++++ Input data
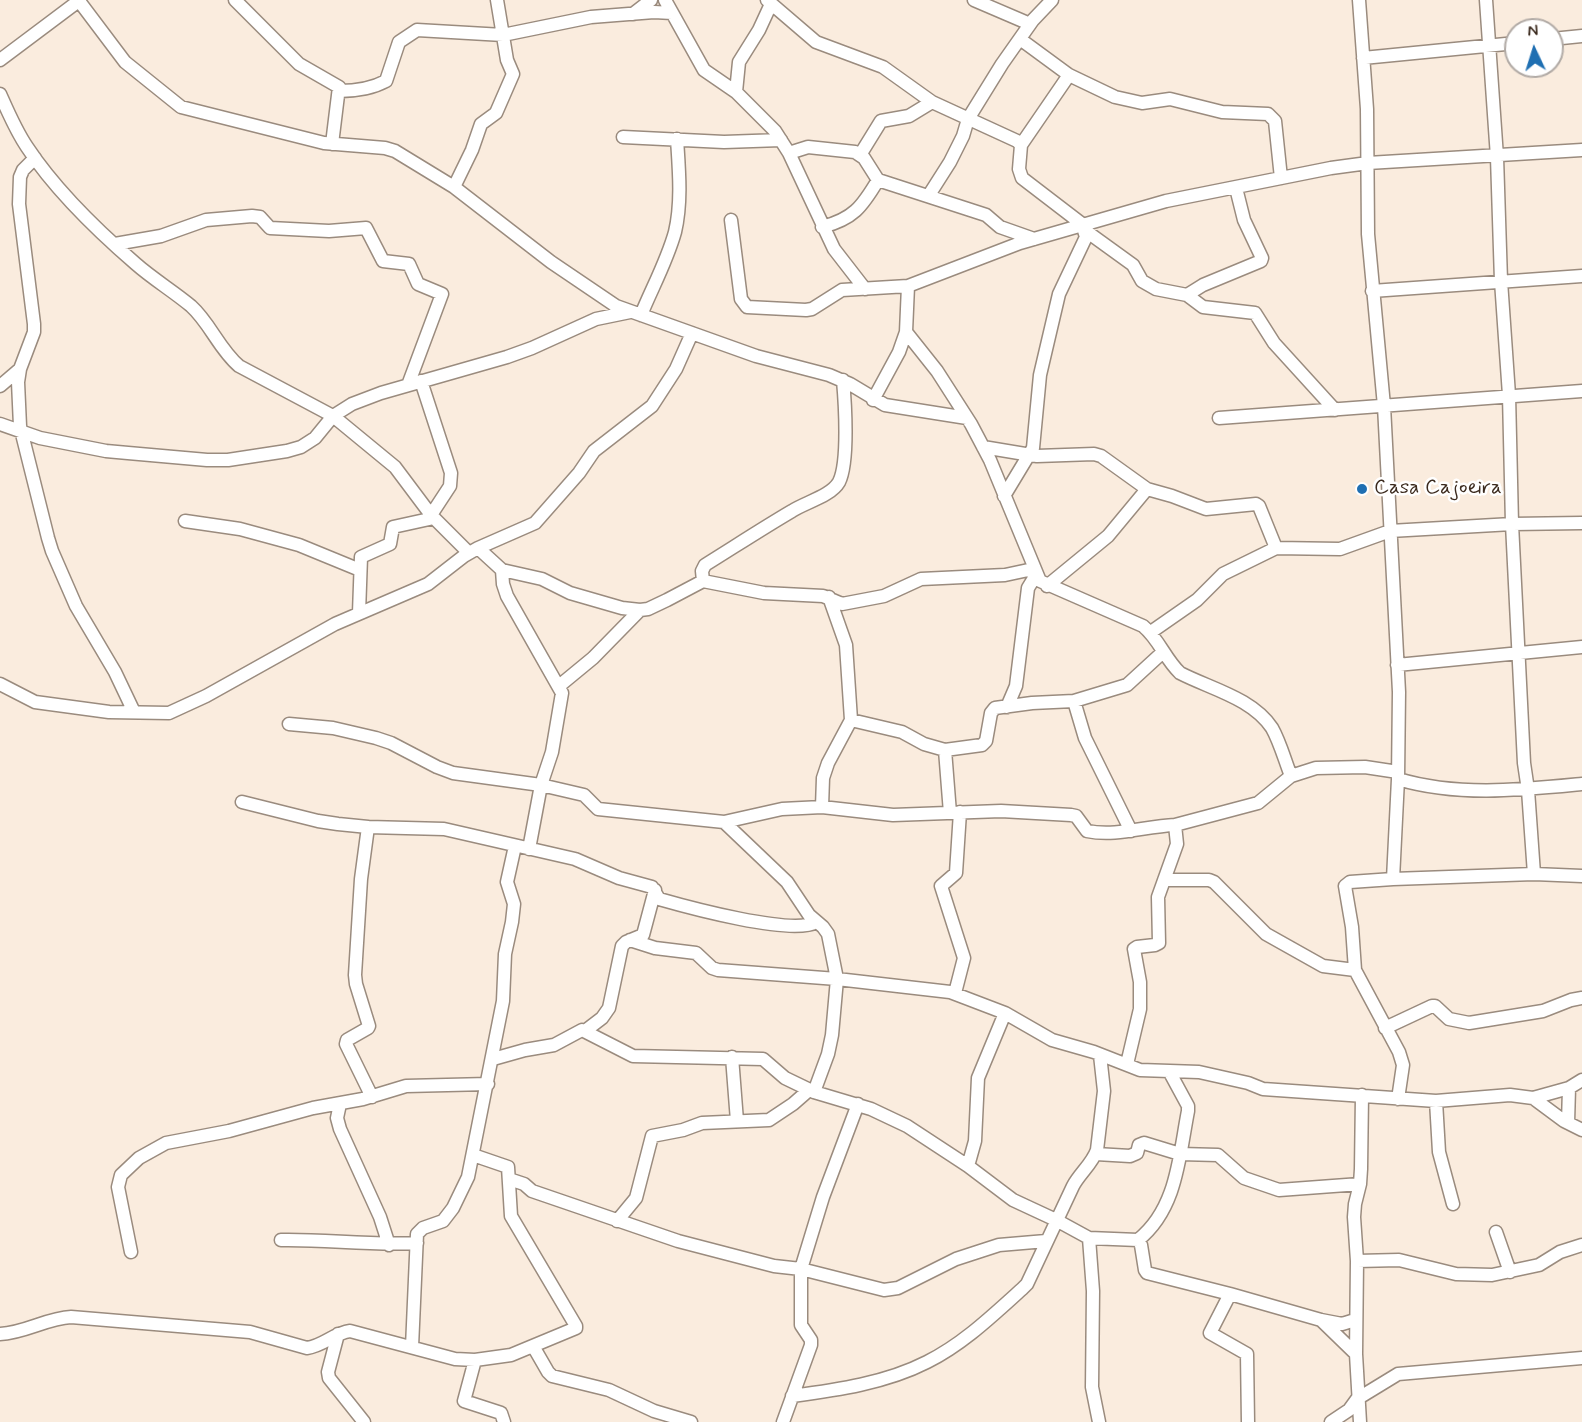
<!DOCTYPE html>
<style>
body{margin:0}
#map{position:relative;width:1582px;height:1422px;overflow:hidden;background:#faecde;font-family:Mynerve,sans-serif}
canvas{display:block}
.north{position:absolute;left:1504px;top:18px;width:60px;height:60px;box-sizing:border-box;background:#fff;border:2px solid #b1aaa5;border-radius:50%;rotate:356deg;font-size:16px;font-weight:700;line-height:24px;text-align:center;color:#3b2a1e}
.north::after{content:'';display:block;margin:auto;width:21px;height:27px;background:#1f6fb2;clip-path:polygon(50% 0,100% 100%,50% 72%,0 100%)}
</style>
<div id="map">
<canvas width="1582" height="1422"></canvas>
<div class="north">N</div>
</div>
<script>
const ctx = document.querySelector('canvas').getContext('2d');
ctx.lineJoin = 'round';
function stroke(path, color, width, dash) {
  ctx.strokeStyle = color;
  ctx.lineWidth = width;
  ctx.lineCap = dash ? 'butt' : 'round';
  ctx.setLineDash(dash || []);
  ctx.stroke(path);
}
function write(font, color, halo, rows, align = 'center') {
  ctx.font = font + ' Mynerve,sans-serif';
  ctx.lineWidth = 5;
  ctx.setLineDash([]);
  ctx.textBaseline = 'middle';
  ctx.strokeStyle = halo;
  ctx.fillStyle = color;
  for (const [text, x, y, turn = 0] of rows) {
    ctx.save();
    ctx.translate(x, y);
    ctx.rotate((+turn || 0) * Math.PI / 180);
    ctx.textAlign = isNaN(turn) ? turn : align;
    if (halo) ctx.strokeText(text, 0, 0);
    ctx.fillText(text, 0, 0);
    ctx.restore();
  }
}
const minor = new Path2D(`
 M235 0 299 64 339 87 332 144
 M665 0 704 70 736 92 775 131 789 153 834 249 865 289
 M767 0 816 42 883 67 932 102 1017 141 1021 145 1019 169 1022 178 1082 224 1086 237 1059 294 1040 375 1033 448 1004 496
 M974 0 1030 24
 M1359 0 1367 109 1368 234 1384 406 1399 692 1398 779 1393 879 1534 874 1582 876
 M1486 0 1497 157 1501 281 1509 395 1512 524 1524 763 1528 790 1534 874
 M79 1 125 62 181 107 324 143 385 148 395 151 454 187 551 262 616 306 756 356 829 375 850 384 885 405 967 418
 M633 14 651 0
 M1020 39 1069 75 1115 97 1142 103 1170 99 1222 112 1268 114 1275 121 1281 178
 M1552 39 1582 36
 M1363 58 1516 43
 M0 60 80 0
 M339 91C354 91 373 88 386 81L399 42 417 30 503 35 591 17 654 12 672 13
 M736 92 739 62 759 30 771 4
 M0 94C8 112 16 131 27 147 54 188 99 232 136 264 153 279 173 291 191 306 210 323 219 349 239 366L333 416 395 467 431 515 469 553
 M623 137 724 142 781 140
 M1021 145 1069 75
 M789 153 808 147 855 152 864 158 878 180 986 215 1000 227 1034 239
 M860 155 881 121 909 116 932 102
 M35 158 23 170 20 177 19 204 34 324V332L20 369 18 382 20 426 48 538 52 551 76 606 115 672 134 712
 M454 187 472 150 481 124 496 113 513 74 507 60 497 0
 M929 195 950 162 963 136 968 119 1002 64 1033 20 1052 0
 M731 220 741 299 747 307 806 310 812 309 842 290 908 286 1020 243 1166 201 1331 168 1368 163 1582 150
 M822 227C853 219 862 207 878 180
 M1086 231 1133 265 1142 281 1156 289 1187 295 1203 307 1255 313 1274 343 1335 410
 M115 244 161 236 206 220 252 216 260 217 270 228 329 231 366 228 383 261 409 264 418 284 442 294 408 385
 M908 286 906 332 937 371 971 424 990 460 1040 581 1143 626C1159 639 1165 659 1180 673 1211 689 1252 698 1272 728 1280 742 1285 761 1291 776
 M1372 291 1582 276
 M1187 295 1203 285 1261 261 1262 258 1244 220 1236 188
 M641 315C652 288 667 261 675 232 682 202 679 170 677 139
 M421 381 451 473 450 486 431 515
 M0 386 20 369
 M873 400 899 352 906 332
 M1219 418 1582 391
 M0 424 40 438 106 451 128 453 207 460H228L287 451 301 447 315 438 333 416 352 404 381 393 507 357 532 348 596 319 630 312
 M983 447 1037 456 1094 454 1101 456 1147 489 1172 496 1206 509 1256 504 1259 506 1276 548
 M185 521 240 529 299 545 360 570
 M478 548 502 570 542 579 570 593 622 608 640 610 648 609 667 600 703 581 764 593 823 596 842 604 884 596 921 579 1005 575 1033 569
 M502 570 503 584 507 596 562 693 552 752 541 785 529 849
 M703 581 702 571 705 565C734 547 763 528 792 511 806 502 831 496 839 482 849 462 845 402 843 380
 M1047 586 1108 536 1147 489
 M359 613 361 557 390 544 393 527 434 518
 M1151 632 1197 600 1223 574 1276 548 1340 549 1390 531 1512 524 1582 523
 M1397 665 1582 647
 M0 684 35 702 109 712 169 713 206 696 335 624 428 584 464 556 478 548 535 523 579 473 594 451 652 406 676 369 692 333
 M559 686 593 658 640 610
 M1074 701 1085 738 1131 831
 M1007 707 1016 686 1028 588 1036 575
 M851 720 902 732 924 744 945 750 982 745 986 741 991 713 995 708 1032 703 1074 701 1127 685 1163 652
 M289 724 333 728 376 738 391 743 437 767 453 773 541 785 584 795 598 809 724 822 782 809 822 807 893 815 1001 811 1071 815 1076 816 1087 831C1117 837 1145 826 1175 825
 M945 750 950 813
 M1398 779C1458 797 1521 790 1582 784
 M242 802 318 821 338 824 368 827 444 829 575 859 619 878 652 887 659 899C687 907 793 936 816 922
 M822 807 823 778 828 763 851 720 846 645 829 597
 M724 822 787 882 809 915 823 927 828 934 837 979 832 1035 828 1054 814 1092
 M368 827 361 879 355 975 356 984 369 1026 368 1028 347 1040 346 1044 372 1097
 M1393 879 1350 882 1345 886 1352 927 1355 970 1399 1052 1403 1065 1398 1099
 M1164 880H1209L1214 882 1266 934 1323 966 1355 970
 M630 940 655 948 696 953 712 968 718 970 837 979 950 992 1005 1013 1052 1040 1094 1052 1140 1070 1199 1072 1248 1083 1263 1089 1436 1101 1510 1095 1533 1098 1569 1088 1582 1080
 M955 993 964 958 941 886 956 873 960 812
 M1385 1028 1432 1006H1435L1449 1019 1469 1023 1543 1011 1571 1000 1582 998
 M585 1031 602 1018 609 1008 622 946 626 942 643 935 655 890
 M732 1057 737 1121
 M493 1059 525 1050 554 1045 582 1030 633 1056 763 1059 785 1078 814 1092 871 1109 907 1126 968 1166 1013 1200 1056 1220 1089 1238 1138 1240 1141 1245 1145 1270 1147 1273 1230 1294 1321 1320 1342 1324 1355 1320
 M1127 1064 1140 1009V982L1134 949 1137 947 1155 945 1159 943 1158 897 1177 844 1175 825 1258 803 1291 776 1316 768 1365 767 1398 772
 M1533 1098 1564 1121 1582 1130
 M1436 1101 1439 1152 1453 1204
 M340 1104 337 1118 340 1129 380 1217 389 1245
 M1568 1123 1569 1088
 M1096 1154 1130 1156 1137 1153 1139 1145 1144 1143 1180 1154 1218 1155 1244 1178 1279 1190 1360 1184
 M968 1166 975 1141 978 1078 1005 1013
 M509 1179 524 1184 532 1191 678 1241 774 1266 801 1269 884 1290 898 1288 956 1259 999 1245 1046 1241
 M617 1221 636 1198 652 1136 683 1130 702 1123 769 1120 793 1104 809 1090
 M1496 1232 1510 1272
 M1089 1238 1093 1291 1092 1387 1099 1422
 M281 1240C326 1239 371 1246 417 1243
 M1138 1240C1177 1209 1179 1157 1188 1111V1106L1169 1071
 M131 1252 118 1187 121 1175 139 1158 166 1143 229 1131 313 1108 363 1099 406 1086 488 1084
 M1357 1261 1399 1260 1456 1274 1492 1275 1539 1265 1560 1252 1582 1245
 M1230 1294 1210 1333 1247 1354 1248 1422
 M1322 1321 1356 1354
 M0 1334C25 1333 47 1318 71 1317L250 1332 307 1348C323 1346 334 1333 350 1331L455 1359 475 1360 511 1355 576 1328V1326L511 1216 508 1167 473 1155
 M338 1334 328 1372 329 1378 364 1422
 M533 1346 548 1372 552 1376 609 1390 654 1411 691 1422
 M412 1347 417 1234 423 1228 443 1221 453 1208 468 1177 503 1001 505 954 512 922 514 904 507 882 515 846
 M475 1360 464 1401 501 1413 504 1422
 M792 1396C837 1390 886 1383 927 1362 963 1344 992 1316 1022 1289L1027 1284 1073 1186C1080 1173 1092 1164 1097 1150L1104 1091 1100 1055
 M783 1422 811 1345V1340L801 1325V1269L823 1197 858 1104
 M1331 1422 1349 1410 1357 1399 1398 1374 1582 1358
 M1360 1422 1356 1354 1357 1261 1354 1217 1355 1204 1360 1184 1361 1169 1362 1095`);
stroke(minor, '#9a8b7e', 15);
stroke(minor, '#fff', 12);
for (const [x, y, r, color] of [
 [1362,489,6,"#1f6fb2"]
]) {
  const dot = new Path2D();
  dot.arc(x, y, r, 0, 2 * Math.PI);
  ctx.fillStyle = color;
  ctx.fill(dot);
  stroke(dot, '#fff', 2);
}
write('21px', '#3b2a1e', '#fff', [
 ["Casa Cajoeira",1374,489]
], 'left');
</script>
++++++++
Lines with "rows" in the listing above: state how many there are, and nothing else.

2